Last Friday, I observed complete mastectomy and breast
reconstruction with Peter. Two pieces of fat tissues with artery and vein,
identical in size, weight and shape, were resected from patient’s abdomen. The tissues were stored in plastic bag for breast
reconstruction later. After mastectomy, micro-surgery was performed to connect
the artery and vein to the fat tissues, followed by further shaping and removal
of excess skin. Doppler was used to ensure blood flow in the implanted tissues.
However, the Doppler used was not very sophisticated. SNR was low. We failed to
pick up any sign of blood flow in the left breast through skin, despite the
obvious pulsing motion from the upstream artery and the Doppler sound from the
downstream vein. This incident led to re-opening of the left breast and another
hour of operation under microscope. The ultra-sensitive Doppler probe with the
size of a thin wire was implanted as the final resolve so doctors could ensure
appropriate blood flow for the next few weeks. The Doppler used in the surgical
room has a lot of room and needs for improvement.
I spent a few days in the ER room Area C. On Tuesday, an
aged patient was at the critical stage. He had hypertension, diabetics, and
some forms of cancer. His chest cavity was filled with air, preventing him from
breathing.

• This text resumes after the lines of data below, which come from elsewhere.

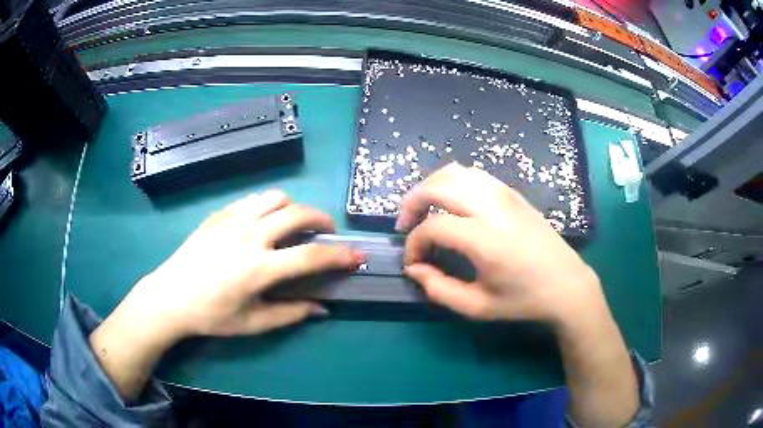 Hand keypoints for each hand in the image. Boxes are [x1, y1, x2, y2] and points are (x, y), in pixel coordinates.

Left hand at [89, 191, 362, 399]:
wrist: (170, 296)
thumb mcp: (253, 324)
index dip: (339, 255)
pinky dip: (268, 205)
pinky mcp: (219, 214)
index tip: (356, 255)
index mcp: (259, 268)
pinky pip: (253, 199)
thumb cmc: (211, 315)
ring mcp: (233, 220)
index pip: (311, 255)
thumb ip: (290, 313)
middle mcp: (250, 236)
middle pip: (298, 213)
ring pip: (276, 197)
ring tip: (294, 224)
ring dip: (294, 207)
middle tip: (327, 232)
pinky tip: (264, 222)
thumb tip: (322, 307)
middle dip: (322, 220)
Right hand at [398, 163, 639, 426]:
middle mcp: (492, 207)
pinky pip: (475, 175)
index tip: (412, 263)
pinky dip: (454, 183)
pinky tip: (454, 204)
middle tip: (406, 225)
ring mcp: (505, 194)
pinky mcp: (514, 193)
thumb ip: (439, 289)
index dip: (414, 244)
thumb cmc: (523, 300)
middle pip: (438, 185)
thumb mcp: (478, 307)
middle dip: (412, 202)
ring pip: (455, 171)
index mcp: (484, 238)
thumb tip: (415, 269)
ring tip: (425, 210)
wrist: (566, 285)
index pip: (432, 227)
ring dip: (432, 187)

He also underwent cardiac arrest. Doctors performed CPR on him for
more than 10 minutes, which eventually brought him back. A tube was inserted
into his chest cavity to release air pressure for better breathing. He later was moved
to medical ICU. His wife was there watching the whole time, praying for him. As the condition of the patient finally became stable, she broke into tears and thanked the doctors and nurses. It makes me realize two things: what makes a doctor a doctor, and what makes a biomedical engineer a biomedical engineer.